WASHINGTON: The Army’s Integrated Air and Missile Defense Battle Command System (IBCS) program is headed to initial operational test and evaluation next month, and if you listen to the head of Army Space and Missile Defense Command, it can’t get up and running soon enough.

Speaking at the annual Space and Missile Defense Symposium this morning, Lt. Gen. Daniel Karbler laid out a case for why the Northrop Grumman-built IBCS program is vital for a service facing an ever growing series of threats. In a nutshell: both the high- and low-end threats are dramatically proliferating, and a system able to network together the service’s sensors is a must-have.

Ballistic missile flights are up globally by 200 percent in the last 15 years, while drone usage “has risen dramatically across many combatant command theaters in the last two years,” Karbler told the audience. “Most disturbing is the ever increasing normalization of adversaries using ballistic missiles, cruise missiles and UAS in complex attacks in the last 15 years.”

That is doubly concerning, he noted, when you consider that China and Russia are “actively developing and testing hypersonic weapons, even as we work to develop systems to defend against them, and field our own.”

And those are just the land-based threats, Karbler noted.

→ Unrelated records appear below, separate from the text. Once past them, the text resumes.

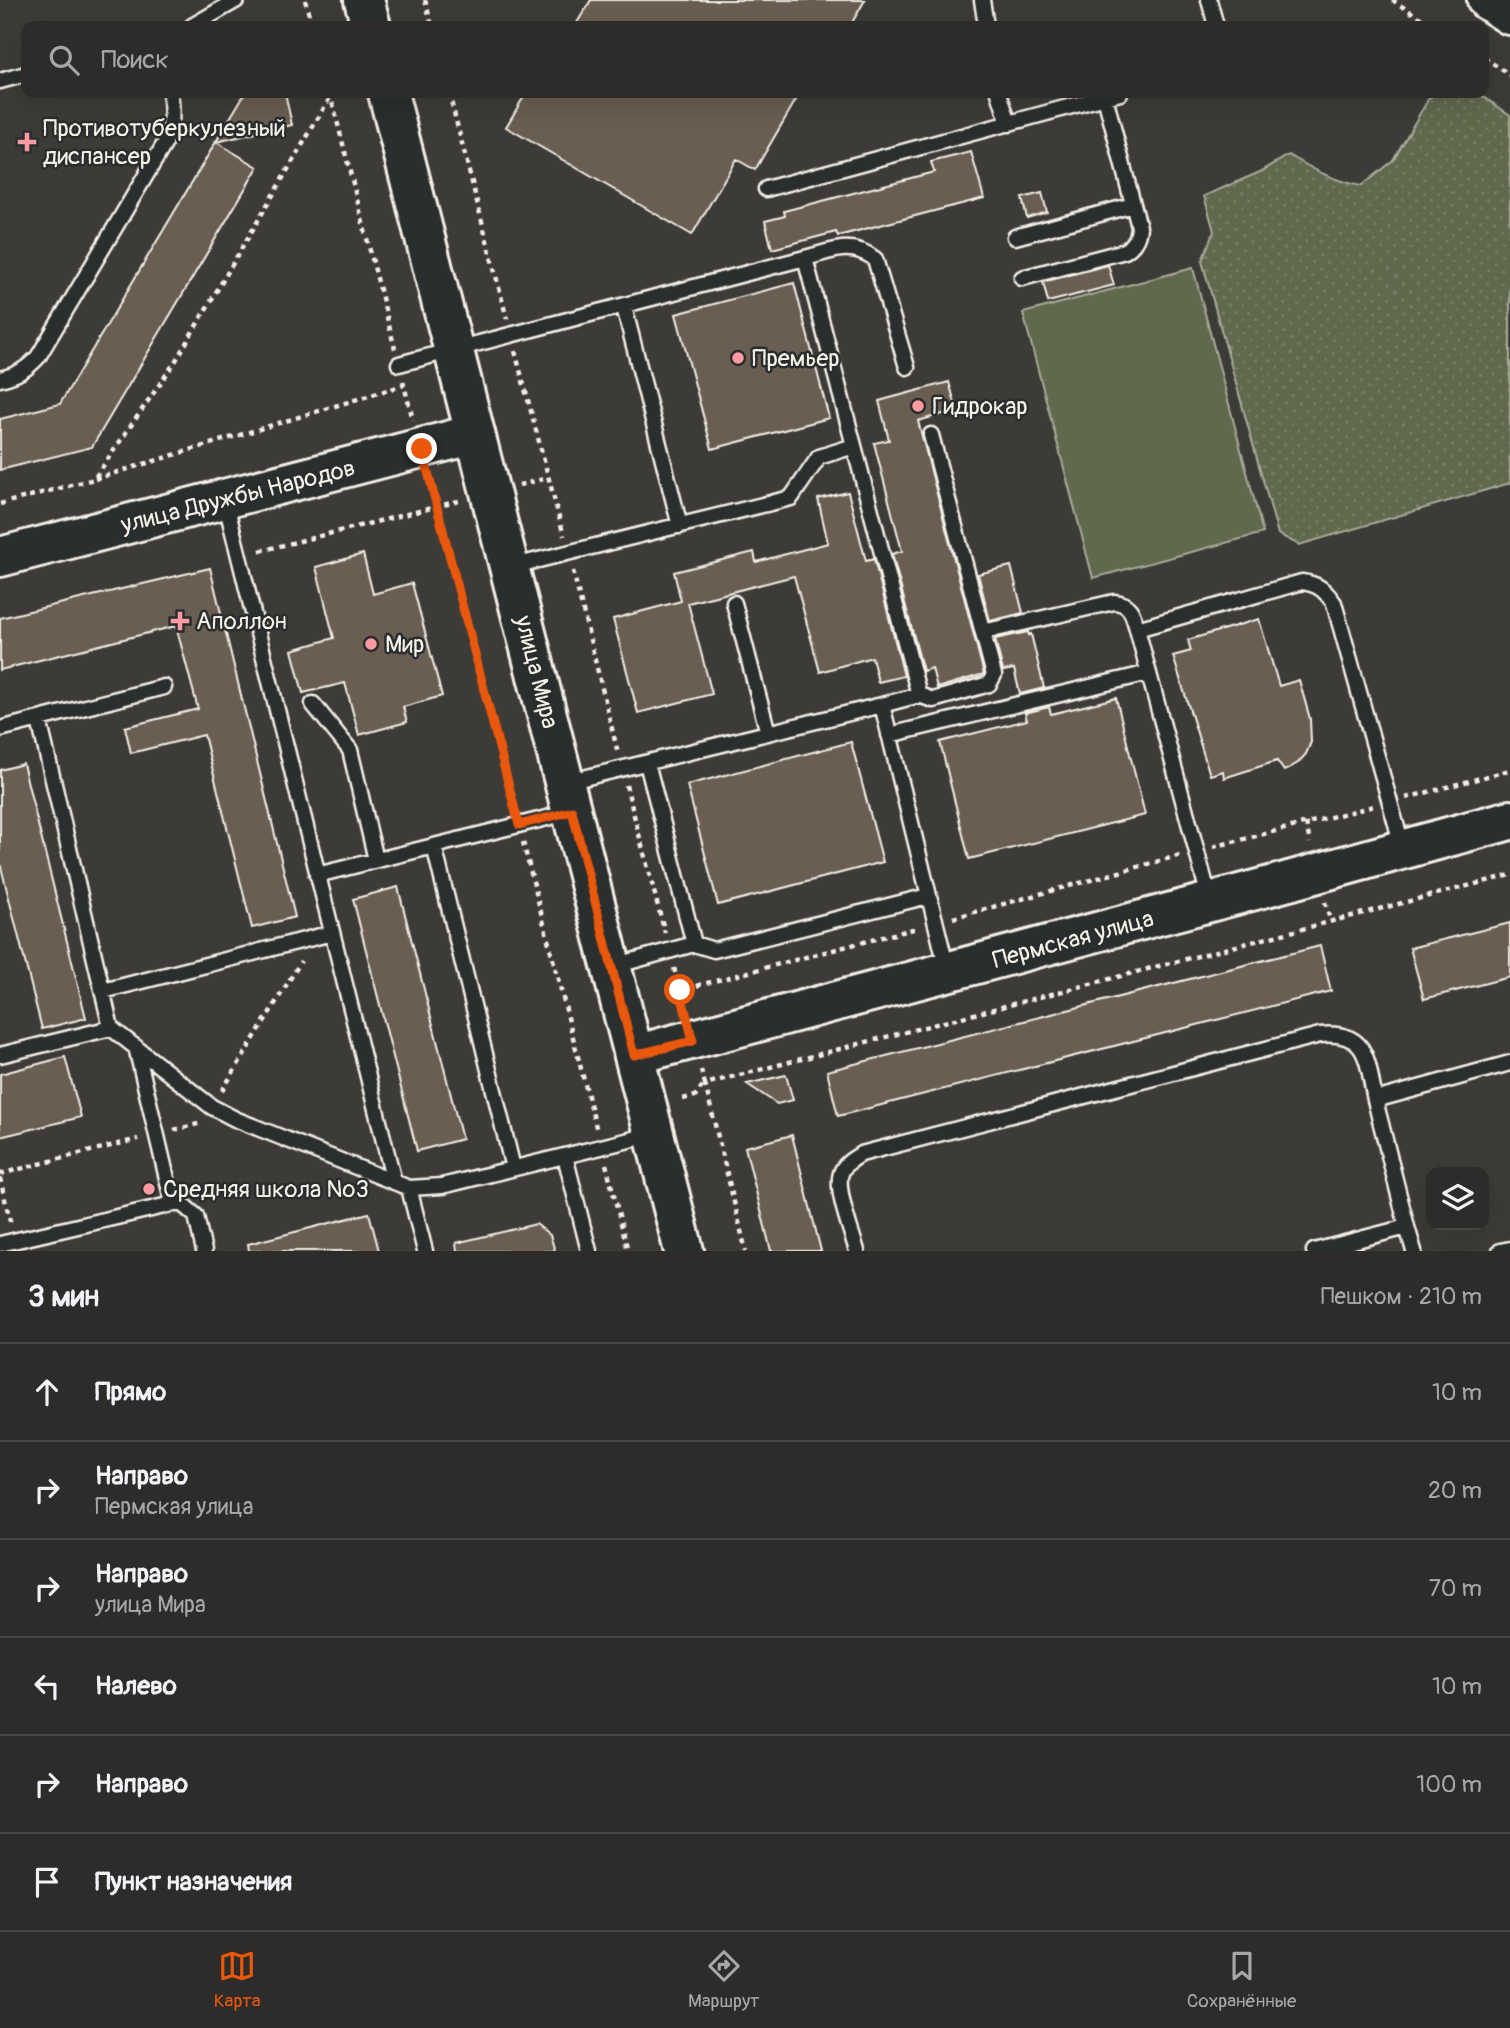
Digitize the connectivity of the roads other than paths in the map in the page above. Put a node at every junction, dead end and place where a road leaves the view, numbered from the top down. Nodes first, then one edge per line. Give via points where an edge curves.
1 (237, 0) edge
2 (364, 0) edge
3 (982, 0) edge
4 (1209, 0) edge
5 (1487, 0) edge
6 (1510, 15) edge
7 (201, 21) edge
8 (370, 21) edge
9 (985, 21) edge
10 (1215, 21) edge
11 (21, 75) edge
12 (0, 81) edge
13 (171, 98) edge
14 (389, 98) edge
15 (1001, 98) edge
16 (1101, 98) edge
17 (1105, 98) edge
18 (1009, 124) junction
19 (766, 189) dead end
20 (1133, 205) junction
21 (1015, 237) dead end
22 (805, 258) junction
23 (1022, 278) dead end
24 (624, 307) junction
25 (454, 350) junction
26 (399, 364) road end
27 (907, 367) dead end
28 (0, 379) edge
29 (475, 434) junction
30 (931, 435) dead end
31 (854, 446) junction
32 (225, 500) junction
33 (680, 526) junction
34 (0, 557) edge
35 (510, 567) junction
36 (734, 603) dead end
37 (1138, 629) junction
38 (983, 632) junction
39 (1149, 673) junction
40 (164, 687) dead end
41 (919, 695) junction
42 (313, 704) dead end
43 (882, 705) junction
44 (39, 720) junction
45 (0, 729) edge
46 (768, 733) junction
47 (889, 735) junction
48 (647, 763) junction
49 (568, 797) junction
50 (1510, 820) edge
51 (434, 846) junction
52 (1403, 851) junction
53 (376, 860) junction
54 (317, 875) junction
55 (929, 896) junction
56 (1210, 902) junction
57 (332, 933) junction
58 (694, 944) junction
59 (612, 967) junction
60 (948, 973) junction
61 (103, 991) junction
62 (111, 1028) junction
63 (136, 1047) junction
64 (0, 1055) edge
65 (634, 1055) junction
66 (1510, 1063) edge
67 (1376, 1100) junction
68 (654, 1134) junction
69 (565, 1156) junction
70 (513, 1168) junction
71 (394, 1182) junction
72 (409, 1188) junction
73 (173, 1204) junction
74 (1406, 1227) junction
75 (7, 1242) edge
76 (1510, 1249) edge
77 (204, 1251) edge
78 (425, 1251) edge
79 (589, 1251) edge
80 (684, 1251) edge
81 (857, 1251) edge
82 (1314, 1251) edge
83 (1414, 1251) edge
84 (1500, 1251) edge

1 - 7 lane
2 - 8 street
3 - 9 lane
4 - 10 lane
5 - 6 street
11 - 12 lane
13 - 28 lane via 172,125 165,144 38,357 22,372
14 - 25 street, улица Мира
15 - 18 lane
16 - 18 lane
17 - 20 lane
18 - 19 lane
20 - 21 lane
20 - 23 lane via 1138,237 1125,251
22 - 24 lane
22 - 27 lane via 850,247 875,259
22 - 31 lane
24 - 25 lane
24 - 33 lane
25 - 26 lane
25 - 29 street, улица Мира
29 - 32 street, улица Дружбы Народов
29 - 35 street, улица Мира
30 - 38 lane
31 - 33 lane via 819,457 791,498
31 - 41 lane
32 - 34 street, улица Дружбы Народов
32 - 54 lane
33 - 35 lane
35 - 49 street, улица Мира
36 - 46 lane
37 - 38 lane via 1129,607 1114,602
37 - 39 lane
37 - 52 lane via 1302,582 1326,591 1334,603
38 - 41 lane via 994,675 989,684 933,700
39 - 47 lane
39 - 56 lane
40 - 44 lane
41 - 43 lane
42 - 53 lane via 350,750
43 - 46 lane
43 - 47 lane
44 - 45 lane
44 - 61 lane
46 - 48 lane
47 - 55 lane
48 - 49 lane
48 - 58 lane
49 - 51 lane via 519,825
49 - 59 street, улица Мира
50 - 52 street, Пермская улица
51 - 53 lane
51 - 70 lane
52 - 56 street, Пермская улица
53 - 54 lane
54 - 57 lane
55 - 58 lane via 714,950
55 - 60 lane
56 - 60 street, Пермская улица
57 - 61 lane
57 - 71 lane
58 - 59 lane
59 - 65 street, улица Мира
60 - 65 street, Пермская улица
61 - 62 lane
62 - 63 lane
62 - 64 lane
63 - 71 lane via 212,1107
63 - 73 lane
65 - 68 street, улица Мира
66 - 67 lane
67 - 74 lane
67 - 81 lane via 1364,1054 1355,1040 1339,1033 861,1154 848,1163 840,1186
68 - 69 lane
68 - 80 street, улица Мира
69 - 70 lane
69 - 79 lane
70 - 72 lane via 442,1186
71 - 72 lane
72 - 78 lane
73 - 75 lane
73 - 77 lane via 182,1204 196,1216
74 - 82 lane
74 - 83 lane
76 - 84 lane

“At the same time, our adversaries are persistently contesting our dominance in space by trying to neutralize, deny or limit our space based services. These capabilities include kinetic and AI satellite- and directed-energy weapons, as well as electronic warfare systems to deny degrade and disrupt GPS signals in satellite communications,” the general said. “Our adversaries continue to operate on orbit space platforms in ways that have been characterized by General (Jay) Raymond (head of the Space Force) and General (James) Dickinson (head of Space Command) as disturbing and unusual.”

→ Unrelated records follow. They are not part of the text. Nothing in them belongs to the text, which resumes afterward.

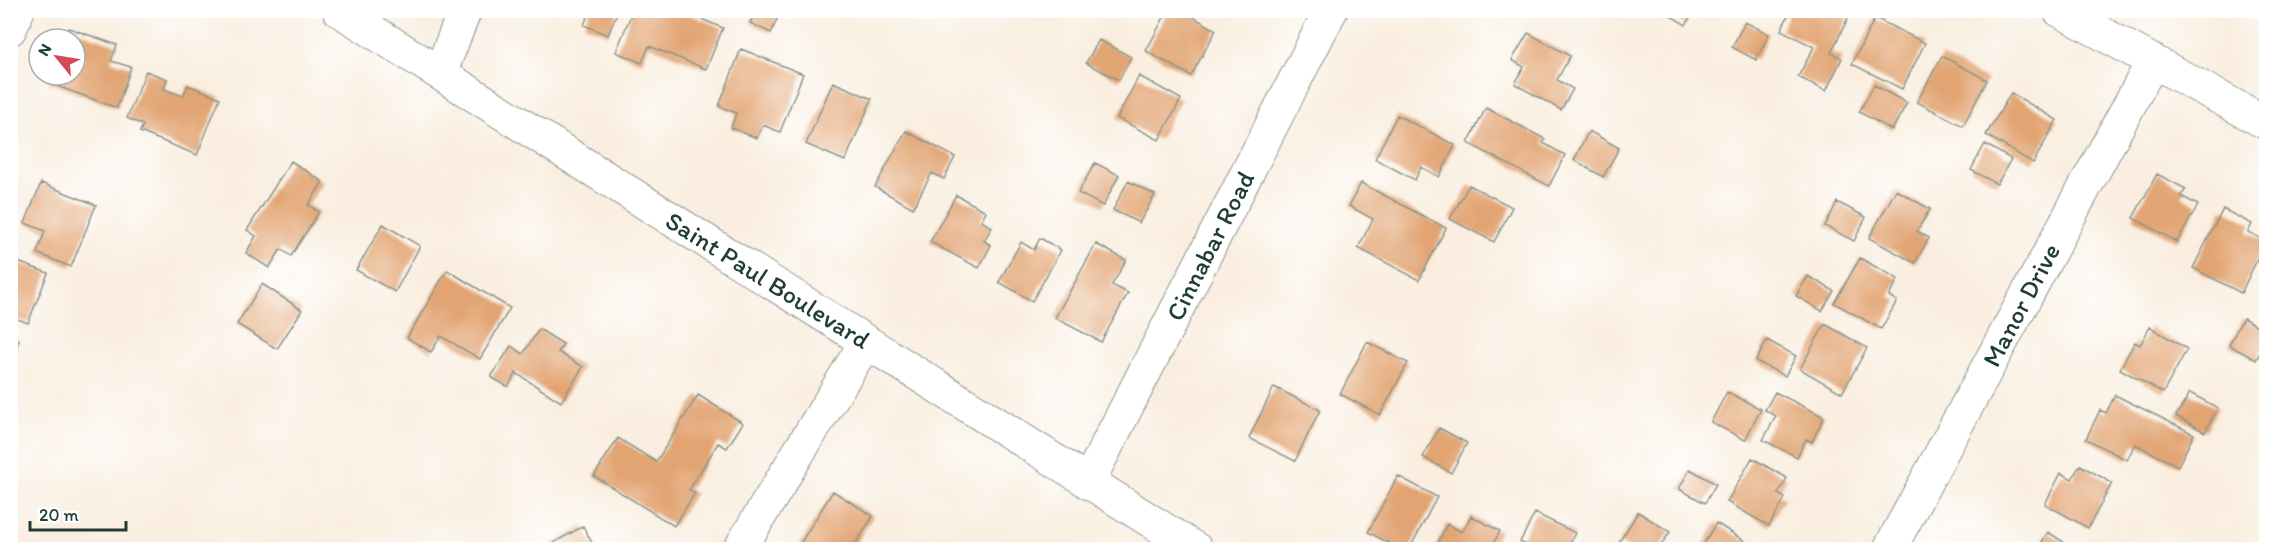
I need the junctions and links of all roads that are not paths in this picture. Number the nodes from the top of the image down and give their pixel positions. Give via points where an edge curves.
1 (18, 10) edge
2 (339, 10) edge
3 (465, 10) edge
4 (1331, 10) edge
5 (2059, 10) edge
6 (10, 29) edge
7 (2153, 61) junction
8 (440, 73) junction
9 (2266, 123) edge
10 (866, 342) junction
11 (1089, 482) junction
12 (739, 549) edge
13 (1197, 549) edge
14 (1889, 549) edge

1 - 6 street
2 - 8 street, Saint Paul Boulevard
3 - 8 street
4 - 11 street, Cinnabar Road
5 - 7 street
7 - 9 street
7 - 14 street, Manor Drive
8 - 10 street, Saint Paul Boulevard
10 - 11 street, Saint Paul Boulevard
10 - 12 street
11 - 13 street, Saint Paul Boulevard

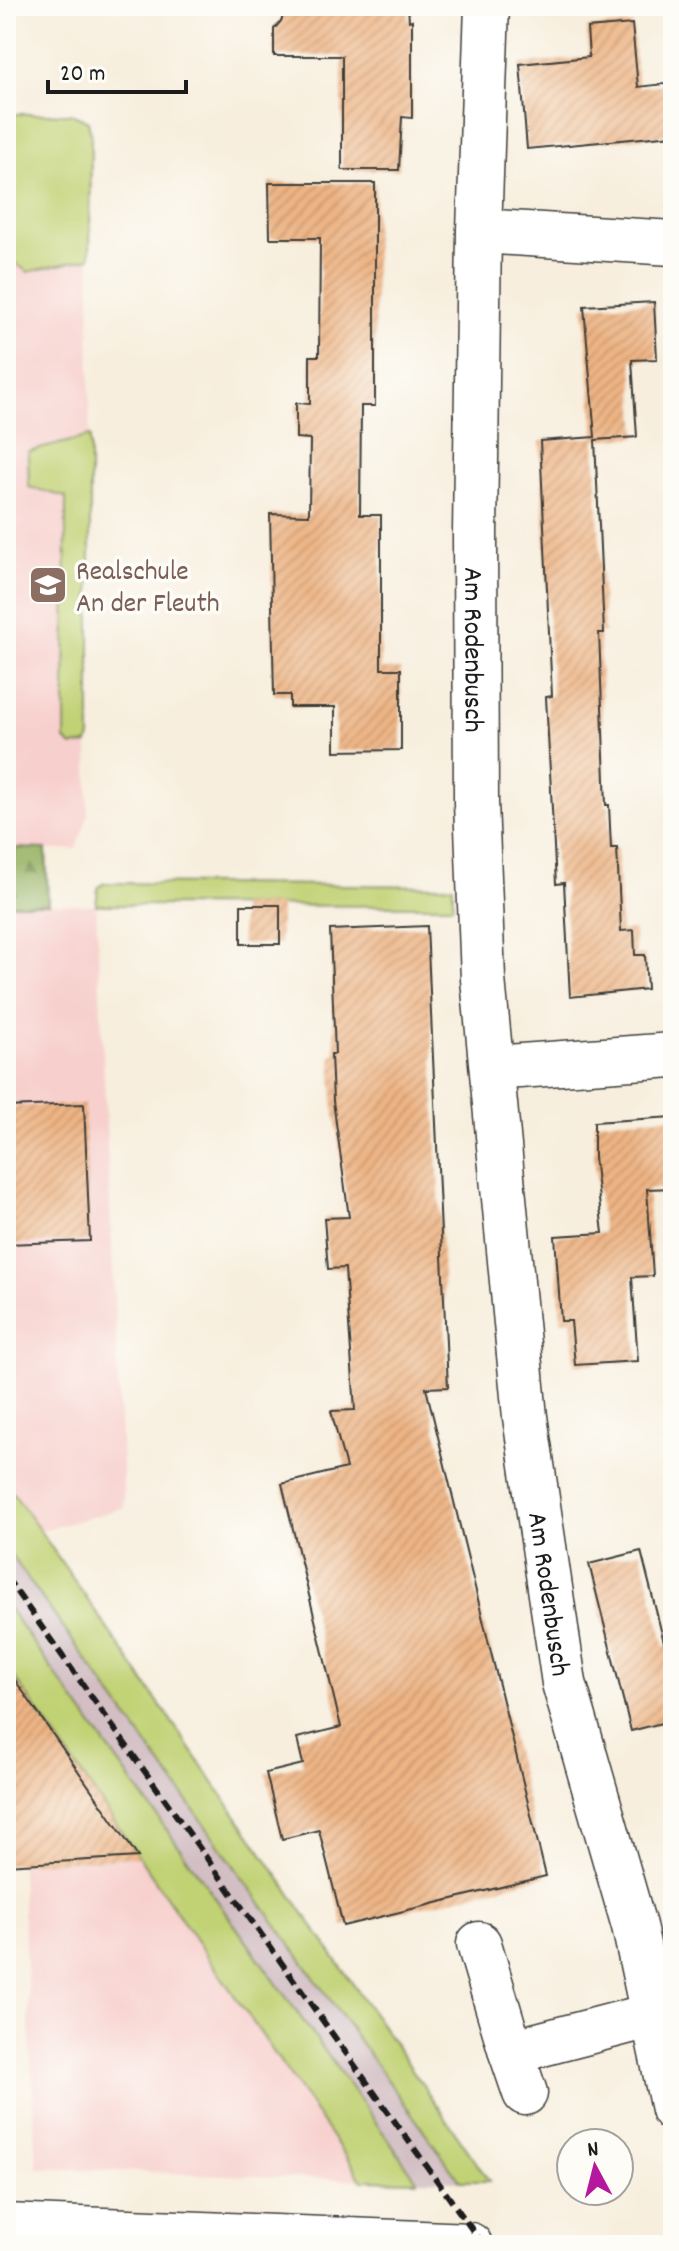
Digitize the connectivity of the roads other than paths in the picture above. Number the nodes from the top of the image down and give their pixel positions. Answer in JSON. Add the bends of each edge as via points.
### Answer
{"nodes":[{"id":1,"x":487,"y":6,"type":"edge"},
{"id":2,"x":479,"y":231,"type":"junction"},
{"id":3,"x":673,"y":243,"type":"edge"},
{"id":4,"x":673,"y":1055,"type":"edge"},
{"id":5,"x":492,"y":1068,"type":"junction"},
{"id":6,"x":479,"y":1944,"type":"dead end"},
{"id":7,"x":653,"y":2015,"type":"junction"},
{"id":8,"x":673,"y":2109,"type":"edge"},
{"id":9,"x":6,"y":2226,"type":"edge"},
{"id":10,"x":470,"y":2245,"type":"edge"}],
"edges":[{"from":1,"to":2,"type":"street","name":"Am Rodenbusch"},
{"from":2,"to":3,"type":"street"},
{"from":2,"to":5,"type":"street","name":"Am Rodenbusch","via":[[476,802]]},
{"from":4,"to":5,"type":"street"},
{"from":5,"to":7,"type":"street","name":"Am Rodenbusch","via":[[525,1417],[564,1683],[634,1926]]},
{"from":6,"to":7,"type":"street","via":[[518,2072]]},
{"from":7,"to":8,"type":"street","name":"Am Rodenbusch"},
{"from":9,"to":10,"type":"street"}]}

Karbler’s remarks made clear how deeply the threat now drives requirements, and how it is forcing service leaders to really think through what weapons to build and why.

“What does all this mean,” the general asked rhetorically. “It means that our adversaries are growing increasingly bold in their hostile acts of using ballistic missiles cruise missiles and UAS. They’re crucially bold in their conduct of irresponsible space activities. It means the Joint Force will demand more from the Army’s Space and Missile defense capabilities and expertise going forward.”